This quote forms the third section of the three-paragraph Shema recited numerous times daily.

The second scriptural source simply states:

You shall make for yourself twisted threads, on the four corners of your garment with which you cover yourself.2

According to the Talmud, “This mitzvah [of tzitzit] is commensurate to all mitzvot of the Torah,”3 and one who is meticulous in its observances merits “to greet the presence of Shechina”—the Divine presence.4

Why is this mitzvah held in such high regard?

In the wording of the Sefer Hachinuch (a classical 13th-century work enumerating the 613 mitzvot):

The root of the commandment is revealed in the verse: It is in order that we always remember all of the commandments of G‑d. There is no better reminder in the world than carrying the seal of the Master on the clothes that one wears at all times, as a person is [constantly attentive] to their clothes.5

Moreover, the Midrash points out that the numerical value of the word “tzitzit” is 600. Add the eight strings extending from each corner of the garment, and the five knots with which the eight strands are tied, for a total of 613—an allusion to the 613 mitzvot of the Torah.6

The Nature of the Mitzvah

These verses leave much unclear, including a fundamental question about the very nature of the commandment: Is the obligation on the person or on the garment?

1) If the obligation is on each garment, chovat tallit, this would mean that the mitzvah is to affix tzitzit to any four-cornered garment in one’s possession, regardless of whether or not it is worn.

2) If the obligation is on the person, chovat gavra, a person must ensure that there are tzitzit attached to any four-cornered garment he wears. But if he has no intention of wearing the garment, there would be no obligation.

This fundamental difference is the subject of dispute among the rabbis, illustrated by the following anecdote recounted in the Talmud:

Rabba bar Huna visited the home of Rava bar Rav Nacḥman and saw that he was wearing a folded garment and had affixed threads to the corners of the fold. The garment became unfolded, and the strings that had been on the corner of the fold now came and settled near his head (Rava bar Rav Nacḥman’s), [i.e., in the middle of the garment, as the two sides of the cloak were in the front and back of Rava bar Rav Naḥman.]

Rabba bar Huna said to Rava bar Rav Naḥman: “This is not the corner of the garment that the Merciful One writes about in the Torah.” Rava bar Rav Naḥman went and threw it aside, covering himself with a different garment.

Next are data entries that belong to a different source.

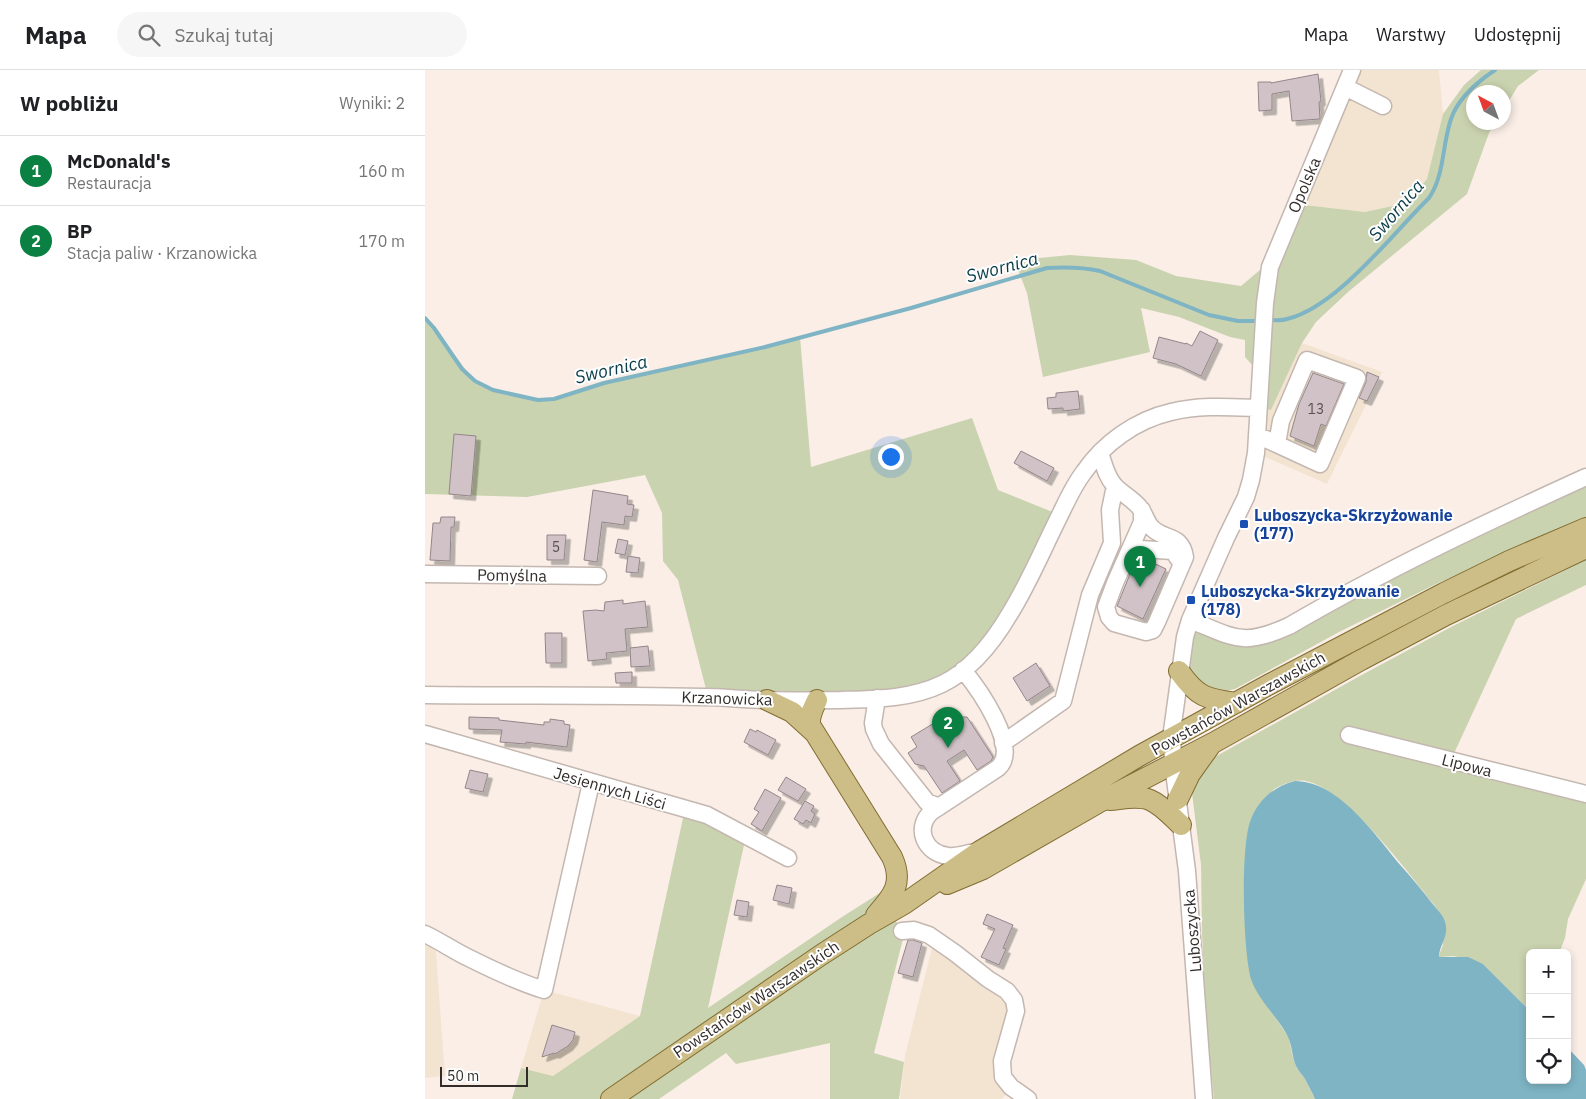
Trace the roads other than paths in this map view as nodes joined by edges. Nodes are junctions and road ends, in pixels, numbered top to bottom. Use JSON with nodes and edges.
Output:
{"nodes":[{"id":1,"x":1352,"y":70,"type":"edge"},
{"id":2,"x":1345,"y":87,"type":"junction"},
{"id":3,"x":1383,"y":106,"type":"dead end"},
{"id":4,"x":1258,"y":408,"type":"junction"},
{"id":5,"x":1257,"y":436,"type":"junction"},
{"id":6,"x":1277,"y":444,"type":"junction"},
{"id":7,"x":1100,"y":453,"type":"junction"},
{"id":8,"x":1586,"y":477,"type":"edge"},
{"id":9,"x":1079,"y":479,"type":"junction"},
{"id":10,"x":1112,"y":482,"type":"junction"},
{"id":11,"x":1142,"y":510,"type":"junction"},
{"id":12,"x":1586,"y":528,"type":"edge"},
{"id":13,"x":1153,"y":530,"type":"junction"},
{"id":14,"x":1138,"y":543,"type":"junction"},
{"id":15,"x":1586,"y":548,"type":"edge"},
{"id":16,"x":1178,"y":557,"type":"junction"},
{"id":17,"x":425,"y":574,"type":"edge"},
{"id":18,"x":598,"y":576,"type":"dead end"},
{"id":19,"x":1191,"y":620,"type":"junction"},
{"id":20,"x":963,"y":670,"type":"junction"},
{"id":21,"x":1179,"y":671,"type":"junction"},
{"id":22,"x":425,"y":695,"type":"edge"},
{"id":23,"x":877,"y":698,"type":"junction"},
{"id":24,"x":767,"y":700,"type":"junction"},
{"id":25,"x":817,"y":700,"type":"junction"},
{"id":26,"x":1236,"y":702,"type":"junction"},
{"id":27,"x":814,"y":732,"type":"junction"},
{"id":28,"x":425,"y":734,"type":"edge"},
{"id":29,"x":1349,"y":735,"type":"dead end"},
{"id":30,"x":1172,"y":738,"type":"junction"},
{"id":31,"x":1003,"y":743,"type":"junction"},
{"id":32,"x":1213,"y":743,"type":"junction"},
{"id":33,"x":1173,"y":764,"type":"junction"},
{"id":34,"x":591,"y":783,"type":"junction"},
{"id":35,"x":1586,"y":794,"type":"edge"},
{"id":36,"x":1178,"y":799,"type":"junction"},
{"id":37,"x":1103,"y":800,"type":"junction"},
{"id":38,"x":939,"y":807,"type":"junction"},
{"id":39,"x":1181,"y":825,"type":"junction"},
{"id":40,"x":980,"y":850,"type":"junction"},
{"id":41,"x":788,"y":858,"type":"dead end"},
{"id":42,"x":904,"y":904,"type":"junction"},
{"id":43,"x":869,"y":924,"type":"junction"},
{"id":44,"x":902,"y":931,"type":"dead end"},
{"id":45,"x":425,"y":934,"type":"edge"},
{"id":46,"x":611,"y":1099,"type":"edge"},
{"id":47,"x":1028,"y":1099,"type":"edge"},
{"id":48,"x":1204,"y":1099,"type":"edge"}],
"edges":[{"from":1,"to":2,"type":"street","name":"Opolska"},
{"from":2,"to":3,"type":"street"},
{"from":2,"to":4,"type":"street","name":"Opolska"},
{"from":4,"to":5,"type":"street","name":"Opolska"},
{"from":4,"to":7,"type":"street","name":"Krzanowicka"},
{"from":5,"to":6,"type":"street"},
{"from":5,"to":19,"type":"street","name":"Opolska"},
{"from":6,"to":6,"type":"street"},
{"from":7,"to":9,"type":"street","name":"Krzanowicka"},
{"from":7,"to":10,"type":"street"},
{"from":8,"to":19,"type":"street"},
{"from":9,"to":10,"type":"street"},
{"from":9,"to":20,"type":"street","name":"Krzanowicka"},
{"from":10,"to":11,"type":"street"},
{"from":10,"to":31,"type":"street"},
{"from":11,"to":13,"type":"street"},
{"from":11,"to":14,"type":"street"},
{"from":12,"to":26,"type":"main road","name":"Powstańców Warszawskich"},
{"from":13,"to":14,"type":"street"},
{"from":13,"to":16,"type":"street"},
{"from":14,"to":16,"type":"street"},
{"from":14,"to":16,"type":"street"},
{"from":15,"to":32,"type":"main road","name":"Powstańców Warszawskich"},
{"from":17,"to":18,"type":"street","name":"Pomyślna"},
{"from":19,"to":21,"type":"street","name":"Luboszycka"},
{"from":20,"to":23,"type":"street","name":"Krzanowicka"},
{"from":20,"to":31,"type":"street"},
{"from":21,"to":26,"type":"main road"},
{"from":21,"to":30,"type":"street","name":"Luboszycka"},
{"from":22,"to":24,"type":"street","name":"Krzanowicka"},
{"from":23,"to":25,"type":"street","name":"Krzanowicka"},
{"from":23,"to":38,"type":"street"},
{"from":24,"to":25,"type":"street","name":"Krzanowicka"},
{"from":24,"to":27,"type":"main road"},
{"from":25,"to":27,"type":"main road"},
{"from":26,"to":30,"type":"main road","name":"Powstańców Warszawskich"},
{"from":27,"to":43,"type":"main road"},
{"from":28,"to":34,"type":"street","name":"Jesiennych Liści"},
{"from":29,"to":35,"type":"street","name":"Lipowa"},
{"from":30,"to":33,"type":"street","name":"Luboszycka"},
{"from":30,"to":40,"type":"main road","name":"Powstańców Warszawskich"},
{"from":31,"to":38,"type":"street"},
{"from":32,"to":33,"type":"main road","name":"Powstańców Warszawskich"},
{"from":32,"to":36,"type":"main road"},
{"from":33,"to":36,"type":"street","name":"Luboszycka"},
{"from":33,"to":37,"type":"main road","name":"Powstańców Warszawskich"},
{"from":34,"to":41,"type":"street","name":"Jesiennych Liści"},
{"from":34,"to":45,"type":"street"},
{"from":36,"to":39,"type":"street","name":"Luboszycka"},
{"from":37,"to":39,"type":"main road"},
{"from":37,"to":42,"type":"main road","name":"Powstańców Warszawskich"},
{"from":38,"to":40,"type":"street"},
{"from":39,"to":48,"type":"street","name":"Luboszycka"},
{"from":40,"to":42,"type":"main road","name":"Powstańców Warszawskich"},
{"from":42,"to":43,"type":"main road","name":"Powstańców Warszawskich"},
{"from":43,"to":46,"type":"main road","name":"Powstańców Warszawskich"},
{"from":44,"to":47,"type":"street"}]}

Rabba bar Huna said to Rava bar Rav Naḥman: “Do you believe that ritual fringes are an obligation incumbent upon the man? That is not so. Rather, it is an obligation that pertains to every garment that one owns. Therefore, go and affix ritual fringes to it properly.”7

Rava maintained that the obligation is on the person, therefore upon being informed that his tzitzit were not valid he simply removed the garment in question. Rabbah, on the other hand, maintained that tzitzit are an obligation on the garment even if the garment is not actually being worn. As such, it would be insufficient to simply remove the garment. One must also attach tzitzit in the correct manner.

The Blessing

Another ramification of this dispute pertains to the timing and language of the blessing recited upon the tzitzit. Is it recited at the time of attaching the tzitzit to the garment, or at the time of wearing the garment?

If the obligation is on the garment, then the mitzvah is fulfilled as soon as tzitzit are attached. Therefore, in line with the general rule that a blessing is made immediately prior to the performance of a mitzvah, one would make the blessing at the time of attaching the tzitzit.

If, however, the obligation is upon the person—who must see to it that any garment he wears (that meets certain requirements, some of which will be explained below,) has tzitzit attached—it would follow that no mitzvah is fulfilled at the time of attaching the tzitzit to the garment. The mitzvah is performed only when one actually wears the garment, and, as such, the blessing would be made at that time.8

Moreover, the words of the blessing would vary depending on the nature of the obligation. If the mitzvah is to affix tzitzit to the garment, the blessing would be, “...Who commanded us to make tzitzit”(i.e to attach the tzitzit to the garment). But if the mitzvah is to actually wear the tzitzit, the blessing is, “...Who commanded us to wrap ourselves with tzitzit.”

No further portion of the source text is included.